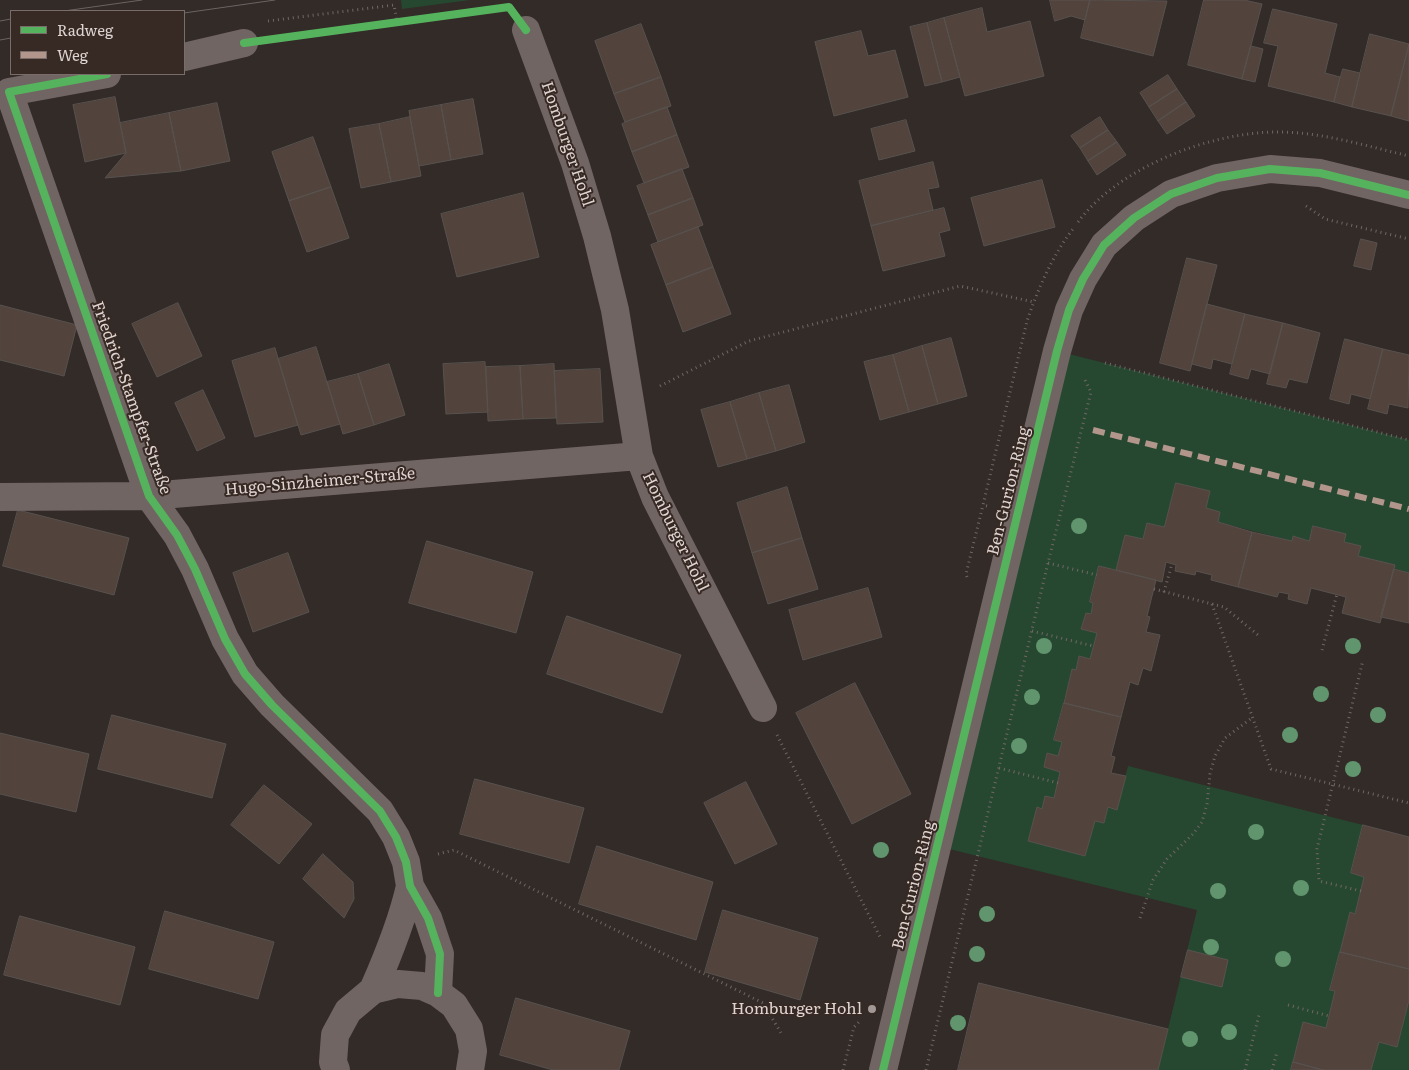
<!DOCTYPE html>
<meta charset="utf-8">
<style>
body{margin:0}
#map{position:relative;width:1409px;height:1070px;overflow:hidden;background:#322b28;font-family:Literata,serif}
canvas{display:block}
.legend{position:absolute;left:10px;top:10px;width:175px;height:65px;box-sizing:border-box;background:#372923;border:1px solid #7a6d69;margin:0;padding:6px 9px;list-style:none;font-size:15px;color:#ded4d1}
.legend li{display:flex;align-items:center;gap:10px;height:25px}
.legend b{width:25px;border:1px solid #7a6d69}
</style>
<div id="map">
<canvas width="1409" height="1070"></canvas>
<ul class="legend">
<li><b style="height:6px;background:#56b35d"></b>Radweg</li>
<li><b style="height:6px;background:#b2968c"></b>Weg</li>
</ul>
</div>
<script>
const ctx = document.querySelector('canvas').getContext('2d');
ctx.lineJoin = 'round';
function fill(path, color) { ctx.fillStyle = color; ctx.fill(path, 'evenodd'); }
function trace(path, color, width, dash) { ctx.strokeStyle = color; ctx.lineWidth = width; ctx.lineCap = dash ? 'butt' : 'round'; ctx.setLineDash(dash || []); ctx.stroke(path); }
function drawText(font, color, halo, rows, align = 'center') {
  ctx.font = font + ' Literata,serif'; ctx.lineWidth = 4; ctx.setLineDash([]); ctx.textBaseline = 'middle'; ctx.strokeStyle = halo; ctx.fillStyle = color; for (const [text, x, y, turn = 0] of rows) {
    ctx.save(); ctx.translate(x, y); ctx.rotate((+turn || 0) * Math.PI / 180); ctx.textAlign = isNaN(turn) ? turn : align; if (halo) ctx.strokeText(text, 0, 0); ctx.fillText(text, 0, 0); ctx.restore();
  }
}
fill(new Path2D(`
 M401,0H470L402,9Z
 M1057,351L1409,440V573L1358,556L1361,547L1344,542L1346,534L1313,526L1309,541L1293,536L1292,541L1218,522L1220,512L1206,508L1210,491L1176,483L1164,527L1147,523L1143,539L1125,535L1116,570L1099,567L1090,602L1093,603L1091,614L1086,613L1081,629L1097,633L1090,659L1079,656L1076,670L1072,669L1054,740L1062,742L1058,756L1047,753L1044,767L1060,772L1054,798L1042,809L1037,808L1028,841L1085,856L1095,821L1104,823L1108,807L1117,809L1128,766L1363,825L1351,873L1364,877L1355,914L1350,913L1330,990L1335,991L1326,1028L1303,1023L1291,1070H1158L1197,910L937,846Z
 M1409,1000V1070H1371L1379,1042L1397,1046Z`), '#274830');
const building = new Path2D(`
 M1050,0H1090L1085,20L1071,16L1055,21Z
 M1090,0L1167,1L1153,56L1081,38Z
 M1204,0H1244L1262,4L1242,79L1188,65Z
 M982,8L987,32L1030,21L1044,76L965,96L944,18Z
 M1273,9L1337,24L1325,73L1340,77L1334,102L1268,86L1278,46L1264,43Z
 M944,18L960,77L942,82L927,23Z
 M927,23L942,82L925,86L910,27Z
 M641,24L661,77L614,94L595,41Z
 M861,31L868,56L895,50L908,97L834,116L815,42Z
 M1370,34L1409,44L1391,116L1352,107Z
 M1409,45V121L1391,116Z
 M1251,46L1263,49L1255,82L1242,79Z
 M1343,69L1360,73L1352,107L1334,102Z
 M1168,75L1177,89L1149,107L1140,93Z
 M661,77L671,106L625,122L614,94Z
 M1177,89L1186,102L1158,121L1149,107Z
 M115,97L126,153L85,162L73,105Z
 M473,99L483,154L451,160L441,105Z
 M1186,102L1195,116L1167,134L1158,121Z
 M217,103L230,161L181,171L169,113Z
 M441,105L451,160L419,166L409,111Z
 M667,107L677,135L632,152L622,124Z
 M169,113L181,171L105,178L126,153L120,123Z
 M410,117L421,176L391,182L379,124Z
 M1100,117L1108,130L1080,148L1071,136Z
 M906,120L915,151L879,160L871,129Z
 M379,124L391,182L361,188L349,129Z
 M1108,130L1117,142L1088,161L1080,148Z
 M677,135L689,167L644,183L632,152Z
 M313,137L331,187L289,201L272,152Z
 M1117,142L1126,155L1097,175L1088,161Z
 M933,162L939,187L928,189L933,210L871,226L859,181Z
 M682,169L693,198L648,215L637,186Z
 M1042,180L1055,227L984,246L971,198Z
 M331,187L349,238L307,252L289,201Z
 M523,193L539,257L457,277L441,214Z
 M693,198L703,225L658,242L648,215Z
 M944,208L950,230L939,233L945,256L883,271L871,226Z
 M698,227L713,267L666,285L651,245Z
 M1361,239L1377,243L1371,270L1354,266Z
 M1187,258L1217,265L1190,371L1160,363Z
 M713,267L731,314L683,332L666,285Z
 M178,303L202,356L157,377L132,324Z
 M1207,304L1245,314L1232,364L1213,359L1211,369L1192,364Z
 M0,305L77,325L64,376L0,360Z
 M1245,314L1283,323L1270,374L1251,369L1248,379L1230,374Z
 M1283,323L1320,333L1307,383L1289,379L1286,388L1267,384Z
 M951,338L967,396L938,404L922,346Z
 M1345,339L1383,349L1370,399L1351,394L1349,404L1330,399Z
 M922,346L938,404L909,412L893,355Z
 M316,347L340,424L301,435L278,359Z
 M275,348L298,425L255,437L232,361Z
 M1383,349L1409,355L1408,408L1389,404L1387,414L1368,409Z
 M893,355L909,412L880,420L864,362Z
 M485,362L488,412L446,414L443,364Z
 M389,364L405,415L374,425L358,374Z
 M554,364L556,418L523,419L520,366Z
 M520,366L523,419L488,421L486,367Z
 M600,369L603,422L557,424L554,371Z
 M358,374L374,425L343,434L327,382Z
 M789,385L805,442L776,451L759,393Z
 M203,390L225,438L197,451L175,403Z
 M759,393L776,451L747,459L730,402Z
 M730,402L747,459L718,467L701,410Z
 M1176,483L1210,491L1206,508L1220,512L1218,522L1252,532L1238,587L1211,580L1212,575L1196,571L1195,575L1175,571L1176,565L1166,562L1162,582L1116,570L1125,535L1143,539L1147,523L1164,527Z
 M787,487L802,538L752,553L737,503Z
 M18,510L129,538L114,595L3,566Z
 M1313,526L1346,534L1344,542L1361,546L1358,556L1395,565L1380,623L1342,613L1346,597L1311,588L1307,604L1288,599L1289,594L1279,592L1277,597L1238,587L1252,532L1292,541L1293,536L1309,541Z
 M802,538L818,589L768,604L752,553Z
 M427,541L533,572L516,633L409,603Z
 M288,553L309,612L253,632L233,573Z
 M1099,566L1156,580L1147,616L1150,617L1146,632L1160,635L1151,671L1143,668L1138,685L1130,682L1121,717L1064,703L1072,669L1076,670L1079,656L1090,659L1097,633L1081,629L1086,613L1091,614L1093,603L1090,602Z
 M1394,569L1409,573V623L1381,617Z
 M868,588L882,637L803,660L789,610Z
 M567,616L681,655L662,713L547,674Z
 M855,683L911,794L852,824L796,713Z
 M1064,703L1121,717L1111,756L1115,757L1111,773L1126,776L1117,810L1108,807L1104,823L1095,821L1085,856L1028,841L1037,807L1042,809L1045,796L1054,798L1060,772L1044,767L1047,753L1058,756L1062,742L1054,740Z
 M112,715L226,744L212,798L98,769Z
 M0,733L89,754L76,812L0,794Z
 M475,779L584,808L569,863L460,834Z
 M746,782L777,844L735,864L704,803Z
 M264,785L312,824L279,864L231,825Z
 M1363,825L1409,837V969L1340,952L1350,912L1355,914L1364,877L1351,873Z
 M597,846L713,882L696,940L579,904Z
 M323,854L353,882L354,899L344,918L303,879Z
 M723,910L818,938L800,1000L705,972Z
 M165,911L274,942L258,999L149,969Z
 M20,916L135,947L120,1005L4,975Z
 M1188,950L1228,960L1222,987L1181,977Z
 M1340,952L1409,969V1000L1397,1047L1379,1042L1371,1070H1323L1293,1062L1303,1022L1326,1028L1335,991L1330,990Z
 M979,983L1168,1029L1158,1070H958Z
 M516,998L630,1031L619,1070H553L500,1055Z
 M1293,1062L1323,1070H1291Z`);
fill(building, '#52433c');
trace(building, '#58524f', 1);
trace(new Path2D(`
 M268,21L394,5L397,22
 M1306,206L1325,219L1409,239
 M1078,222C1119,167 1210,132 1278,132C1322,132 1366,146 1409,156
 M1105,363L1409,440
 M660,386L749,341L960,286L1034,302
 M987,506L983,505L1027,321C1038,289 1052,256 1073,229
 M1048,563L1097,575
 M967,577L966,574L983,505
 M1154,589L1224,607L1258,635
 M1164,592L1172,564
 M1212,604L1271,769L1409,803
 M1032,631L1093,646
 M1322,650L1337,594
 M777,735L880,937
 M999,768L1058,783
 M438,854L454,850L763,1003L781,1033
 M1361,891L1319,881L1317,849L1363,660
 M1140,918L1153,880L1167,859L1193,834L1202,822L1207,804L1210,774L1215,756L1225,738L1253,717
 M1288,1005L1329,1016
 M843,1070L854,1027L861,1020
 M926,1070L1048,563L1091,392L1085,380
 M1245,1070L1259,1015
 M1272,1070L1277,1052`), '#716766', 3, [1, 4]);
trace(new Path2D(`
 M526,30L575,163L597,236L615,310L639,456L655,497L763,708
 M184,57L244,43
 M107,74L9,92L149,496L177,535L195,569L225,639L245,674L272,705L380,811L396,837L406,862L410,886L428,918L440,954L438,993
 M0,497L149,496L639,456
 M373,990C388,956 402,922 410,886
 M336,1070L333,1062L335,1035L348,1011L373,990L398,984L422,986L438,993L454,1005L469,1029L473,1051L470,1070
 M883,1070L1057,351L1069,310L1083,279L1104,245L1134,218L1171,194L1217,178L1270,169L1320,173L1409,195`), '#716564', 28);
trace(new Path2D(`
 M64,11L142,0
 M184,13L275,0
 M0,21L11,19
 M0,40L11,38`), '#6c6362', 1);
trace(new Path2D(`
 M1093,430L1409,509`), '#b2968c', 6, [12, 6]);
trace(new Path2D(`
 M244,43L509,7L526,30
 M107,74L9,92L149,496L177,535L195,569L225,639L245,674L272,705L380,811L396,837L406,862L410,886L428,918L440,954L438,993
 M883,1070L1057,351L1069,310L1083,279L1104,245L1134,218L1171,194L1217,178L1270,169L1320,173L1409,195`), '#56b35d', 8);
ctx.fillStyle = '#61956d';
for (const [x, y] of [
 [1079,526],
 [1044,646],
 [1353,646],
 [1321,694],
 [1032,697],
 [1378,715],
 [1290,735],
 [1019,746],
 [1353,769],
 [1256,832],
 [881,850],
 [1301,888],
 [1218,891],
 [987,914],
 [1211,947],
 [977,954],
 [1283,959],
 [958,1023],
 [1229,1032],
 [1190,1039]
]) { ctx.beginPath(); ctx.arc(x, y, 8, 0, 2 * Math.PI); ctx.fill(); }
for (const [x, y, r, color] of [
 [872,1009,5,"#a29996"]
]) { const dot = new Path2D(); dot.arc(x, y, r, 0, 2 * Math.PI); ctx.fillStyle = color; ctx.fill(dot); trace(dot, '#372923', 2); }
drawText('16px', '#ded4d1', '#372923', [
 ["Homburger Hohl",567,144,71],
 ["Friedrich-Stampfer-Straße",131,398,70],
 ["Hugo-Sinzheimer-Straße",320,482,-5],
 ["Ben-Gurion-Ring",1009,491,-76],
 ["Homburger Hohl",675,532,64],
 ["Ben-Gurion-Ring",914,885,-76]
]);
drawText('16px', '#ded4d1', '#372923', [
 ["Homburger Hohl",862,1009]
], 'right');
</script>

━━━

WORK ITEM: Check the entries above line by line and return each one containing the word "solid".

TASK RESULT:
.legend{position:absolute;left:10px;top:10px;width:175px;height:65px;box-sizing:border-box;background:#372923;border:1px solid #7a6d69;margin:0;padding:6px 9px;list-style:none;font-size:15px;color:#ded4d1}
.legend b{width:25px;border:1px solid #7a6d69}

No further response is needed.